インターネット上から入手した5万局くらいのプロの棋譜から、プレイアウトの特徴量を学習させてみた。
勝ったほうの手のみを学習することにしたので、勝敗データがない棋譜は除外した。
特徴量は、AlphaGoの論文にあったrollout policyの特徴量とした。
ただし、中手はまだロジックができていないので除外。
各局面の各合法手について、以下の特徴の特徴量の線形和をsoftmaxに入力して着手確率を出力する。
- Response … 応答パターンにマッチするか
- Save atari … アタリを助ける手か
- Neighbour … 直前の手の隣の8目か
- Nakade … 中手のパターンにマッチするか(今回は除外)
- Response pattern … 直前の手付近12目のパターンにマッチするか
- Non-response pattern … 着手する場所が3×3のパターンにマッチするか
AlphaGoのrollout policyはMCTSのツリーの初期値としても使用されており、その際はさらに3つ特徴(アタリになる手、直前の手からの距離、着手する場所の12-pointsパターン)が加わるが今回は除外した。
Response patternは、「12-point diamon-shaped pattern」と書かれているが、図で説明がないので推測するしかない。
以下のようなものであると仮定した。
× | ||||
○ | ○ | ● | ||
○ | ○ | ◎ | ● | ○ |
● | ● | ○ | ||
○ |
◎が直前の手、×が着手した場所
Response patternとNon-response patternは、石の色の他、呼吸点の数(1,2,≧3)も特徴量になっている。

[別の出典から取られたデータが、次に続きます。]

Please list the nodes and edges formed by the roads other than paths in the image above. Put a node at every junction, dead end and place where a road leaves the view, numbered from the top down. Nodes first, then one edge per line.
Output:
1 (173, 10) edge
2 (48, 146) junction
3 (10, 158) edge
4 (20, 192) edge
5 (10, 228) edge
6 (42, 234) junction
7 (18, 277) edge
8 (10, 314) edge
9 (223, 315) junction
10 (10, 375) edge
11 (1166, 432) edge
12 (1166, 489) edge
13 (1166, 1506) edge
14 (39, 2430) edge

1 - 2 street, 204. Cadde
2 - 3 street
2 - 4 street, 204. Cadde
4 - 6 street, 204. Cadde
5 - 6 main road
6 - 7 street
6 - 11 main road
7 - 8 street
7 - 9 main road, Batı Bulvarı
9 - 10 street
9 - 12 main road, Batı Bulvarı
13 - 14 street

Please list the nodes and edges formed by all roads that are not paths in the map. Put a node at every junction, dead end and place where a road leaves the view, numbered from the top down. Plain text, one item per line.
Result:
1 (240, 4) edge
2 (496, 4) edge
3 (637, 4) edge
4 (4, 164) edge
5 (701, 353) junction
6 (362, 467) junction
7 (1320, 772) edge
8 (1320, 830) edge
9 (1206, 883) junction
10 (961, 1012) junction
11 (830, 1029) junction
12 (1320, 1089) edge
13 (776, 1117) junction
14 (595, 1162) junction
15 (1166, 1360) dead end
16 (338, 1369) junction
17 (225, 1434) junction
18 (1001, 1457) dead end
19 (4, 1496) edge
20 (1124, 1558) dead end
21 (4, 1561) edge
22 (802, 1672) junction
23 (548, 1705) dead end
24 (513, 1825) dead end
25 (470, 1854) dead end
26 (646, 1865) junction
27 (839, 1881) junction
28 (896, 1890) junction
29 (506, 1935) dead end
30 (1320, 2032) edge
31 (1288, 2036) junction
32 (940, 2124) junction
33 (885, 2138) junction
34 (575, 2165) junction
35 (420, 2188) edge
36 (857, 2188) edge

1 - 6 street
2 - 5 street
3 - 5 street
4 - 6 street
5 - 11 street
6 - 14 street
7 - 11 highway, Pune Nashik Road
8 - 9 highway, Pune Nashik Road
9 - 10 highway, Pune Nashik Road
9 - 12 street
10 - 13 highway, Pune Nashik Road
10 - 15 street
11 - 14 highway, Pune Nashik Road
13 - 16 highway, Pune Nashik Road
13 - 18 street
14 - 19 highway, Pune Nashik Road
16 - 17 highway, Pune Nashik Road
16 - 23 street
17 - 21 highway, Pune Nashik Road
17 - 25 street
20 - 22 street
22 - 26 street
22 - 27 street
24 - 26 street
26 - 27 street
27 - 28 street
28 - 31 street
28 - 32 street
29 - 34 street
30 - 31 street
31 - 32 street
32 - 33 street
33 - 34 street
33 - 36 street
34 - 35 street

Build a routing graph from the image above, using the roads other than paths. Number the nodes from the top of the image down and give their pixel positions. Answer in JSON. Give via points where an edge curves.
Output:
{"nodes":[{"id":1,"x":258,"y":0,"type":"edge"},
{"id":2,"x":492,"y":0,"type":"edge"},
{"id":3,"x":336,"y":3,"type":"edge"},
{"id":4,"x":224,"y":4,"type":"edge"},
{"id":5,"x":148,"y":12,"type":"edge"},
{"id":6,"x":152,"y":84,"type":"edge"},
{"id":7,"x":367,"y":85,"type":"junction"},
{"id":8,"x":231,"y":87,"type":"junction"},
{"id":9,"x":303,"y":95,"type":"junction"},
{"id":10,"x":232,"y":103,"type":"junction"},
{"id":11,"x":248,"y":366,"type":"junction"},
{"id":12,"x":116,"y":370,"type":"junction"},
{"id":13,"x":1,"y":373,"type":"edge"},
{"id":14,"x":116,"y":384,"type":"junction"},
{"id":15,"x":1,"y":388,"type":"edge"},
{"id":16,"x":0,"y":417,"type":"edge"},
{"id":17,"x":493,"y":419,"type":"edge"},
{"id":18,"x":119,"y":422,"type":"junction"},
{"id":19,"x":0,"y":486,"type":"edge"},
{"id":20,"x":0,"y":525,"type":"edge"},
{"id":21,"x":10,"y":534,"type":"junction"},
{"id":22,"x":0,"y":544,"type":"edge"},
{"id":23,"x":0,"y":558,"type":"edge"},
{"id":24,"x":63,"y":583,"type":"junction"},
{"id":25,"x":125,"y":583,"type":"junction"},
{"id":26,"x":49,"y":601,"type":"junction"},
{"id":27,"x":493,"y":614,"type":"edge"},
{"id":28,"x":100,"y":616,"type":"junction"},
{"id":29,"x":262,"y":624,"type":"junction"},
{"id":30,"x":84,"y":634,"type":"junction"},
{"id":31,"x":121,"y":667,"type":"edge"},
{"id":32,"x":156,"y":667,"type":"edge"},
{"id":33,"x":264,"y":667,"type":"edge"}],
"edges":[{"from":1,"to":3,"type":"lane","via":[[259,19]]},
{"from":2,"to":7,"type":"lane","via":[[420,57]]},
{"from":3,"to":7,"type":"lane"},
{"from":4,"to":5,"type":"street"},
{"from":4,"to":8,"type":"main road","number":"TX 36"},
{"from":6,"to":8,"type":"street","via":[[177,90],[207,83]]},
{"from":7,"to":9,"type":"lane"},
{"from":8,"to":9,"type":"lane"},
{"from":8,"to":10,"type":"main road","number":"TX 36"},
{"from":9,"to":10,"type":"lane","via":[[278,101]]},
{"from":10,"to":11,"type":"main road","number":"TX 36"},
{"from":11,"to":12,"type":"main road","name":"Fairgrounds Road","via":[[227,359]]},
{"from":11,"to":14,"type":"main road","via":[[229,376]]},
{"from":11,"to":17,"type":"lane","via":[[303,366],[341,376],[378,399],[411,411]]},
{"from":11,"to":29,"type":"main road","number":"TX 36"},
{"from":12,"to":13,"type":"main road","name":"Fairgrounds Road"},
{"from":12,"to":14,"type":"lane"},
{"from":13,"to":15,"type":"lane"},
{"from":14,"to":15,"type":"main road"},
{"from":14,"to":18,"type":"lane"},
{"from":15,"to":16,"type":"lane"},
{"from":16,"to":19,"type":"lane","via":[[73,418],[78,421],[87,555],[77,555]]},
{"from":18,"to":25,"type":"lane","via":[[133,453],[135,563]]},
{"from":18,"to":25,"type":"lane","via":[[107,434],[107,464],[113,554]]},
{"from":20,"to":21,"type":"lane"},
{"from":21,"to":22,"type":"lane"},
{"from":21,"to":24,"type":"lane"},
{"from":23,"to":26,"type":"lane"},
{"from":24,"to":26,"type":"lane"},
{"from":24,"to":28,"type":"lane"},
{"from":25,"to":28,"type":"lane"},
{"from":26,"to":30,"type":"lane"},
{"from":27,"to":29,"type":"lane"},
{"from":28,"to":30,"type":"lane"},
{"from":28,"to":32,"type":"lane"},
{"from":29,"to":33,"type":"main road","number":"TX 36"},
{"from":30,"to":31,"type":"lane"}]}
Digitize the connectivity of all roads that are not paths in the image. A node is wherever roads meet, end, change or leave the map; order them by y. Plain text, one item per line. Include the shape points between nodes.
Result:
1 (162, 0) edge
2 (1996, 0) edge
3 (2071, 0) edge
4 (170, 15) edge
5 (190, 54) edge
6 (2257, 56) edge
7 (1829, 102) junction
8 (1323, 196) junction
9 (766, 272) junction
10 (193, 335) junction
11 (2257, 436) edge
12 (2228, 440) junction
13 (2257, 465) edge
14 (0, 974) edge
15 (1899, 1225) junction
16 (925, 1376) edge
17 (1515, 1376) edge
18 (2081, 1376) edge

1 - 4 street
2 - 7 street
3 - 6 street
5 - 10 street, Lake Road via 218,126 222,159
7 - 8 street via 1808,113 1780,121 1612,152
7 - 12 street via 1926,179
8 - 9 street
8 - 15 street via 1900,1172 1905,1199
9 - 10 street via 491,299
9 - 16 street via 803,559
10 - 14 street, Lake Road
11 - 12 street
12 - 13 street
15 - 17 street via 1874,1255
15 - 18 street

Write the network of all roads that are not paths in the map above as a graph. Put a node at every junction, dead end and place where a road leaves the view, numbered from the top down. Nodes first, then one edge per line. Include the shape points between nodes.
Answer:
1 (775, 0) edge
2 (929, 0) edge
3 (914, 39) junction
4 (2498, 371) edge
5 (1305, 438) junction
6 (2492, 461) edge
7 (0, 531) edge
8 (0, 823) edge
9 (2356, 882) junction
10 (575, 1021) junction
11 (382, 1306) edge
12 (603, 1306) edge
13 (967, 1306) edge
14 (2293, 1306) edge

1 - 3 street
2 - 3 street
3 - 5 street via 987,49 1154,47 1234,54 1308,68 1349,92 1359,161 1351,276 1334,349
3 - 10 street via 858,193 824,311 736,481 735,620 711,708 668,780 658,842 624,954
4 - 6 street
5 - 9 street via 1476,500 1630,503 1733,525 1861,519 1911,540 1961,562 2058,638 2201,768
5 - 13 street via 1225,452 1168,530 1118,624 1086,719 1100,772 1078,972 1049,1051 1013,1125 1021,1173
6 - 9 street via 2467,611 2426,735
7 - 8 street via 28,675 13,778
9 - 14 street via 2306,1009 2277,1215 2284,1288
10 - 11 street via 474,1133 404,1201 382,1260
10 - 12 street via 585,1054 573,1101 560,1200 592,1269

3×3パターンの場合は、石の色(空白、白、黒)で2bit、呼吸点の数で2bit、中央を除く8目分で、
(2+2)×8 = 32bit
の値となる。
回転と対称形を考慮して、パターンの値が一番小さいものをパターンを表す値とした。
パターンを表す値には、ゾブリストハッシュが一般的に使われるようであるが、ハッシュ値を24bitくらい確保しても少数だがハッシュ値の衝突が起きるので、パターンの値そのものを2分木(C++のmap)で持つことにする。
Pachiのソースを見ると、ゾブリストハッシュに使っている値をランダムではなく、よくわからない式(シード値0x35373cに16803とかを掛けて7を引くなど)で計算していて、理論的な背景が理解できなかった。
衝突を防ぐうまい手があるのだろうか・・・。
パターンのサイズがそれほど大きくなく、棋譜で出現頻度の低いパターンを削れば2分木でも実用的な速度になると見込んでいる。
Response patternでも(2+2)×12 + 4(着手位置) = 52bitで表せるので、64bit整数を2分木のキーにできる。
この論文によると、ハッシュが80%衝突しても精度をある程度維持できるようなので、少しくらいの衝突についてはそれほど気にしなくてもよいかもしれない。そのうち評価してみたい。
棋譜データからの学習は、損失関数を交差エントロピーとして、確率的勾配降下法を使用した。
特徴量が発散しないように、どの局面でもほぼ表れる空白のNon-response patternの特徴量が常に1.0であるという制約条件を置いた。
学習係数は、0.1→0.01→0.001と適当に小さくして、同じ学習データで複数回学習させた。
以上のように学習した結果、特徴量が最も大きくなったパターンは以下のものであった。
<Response pattern>
× | ||||
●3 | ●3 | ◎ | ●3 | |
○3 | ○3 | ●3 | ||
●3 |
◎が直前の白の手、×が黒の着手、数値は呼吸点の数(3は3以上)
<Non-response pattern>
●2 | ○2 | ●2 |
× | ||
●2 | ○3 |
×が黒の着手、数値は呼吸点の数(3は3以上)
Response patternが一致する棋譜は、例えばこの対局の204手目である。
白黒が逆で180度回転しているが、パターンに一致している。
プレイアウト中にこのパターンが局面に表れた場合は、Aの位置に打つ確率が上がる。
とりあえず学習できたので、これを前回のプログラムのプレイアウトに組み込んでどれくらい勝率が上がるか試してみるつもり。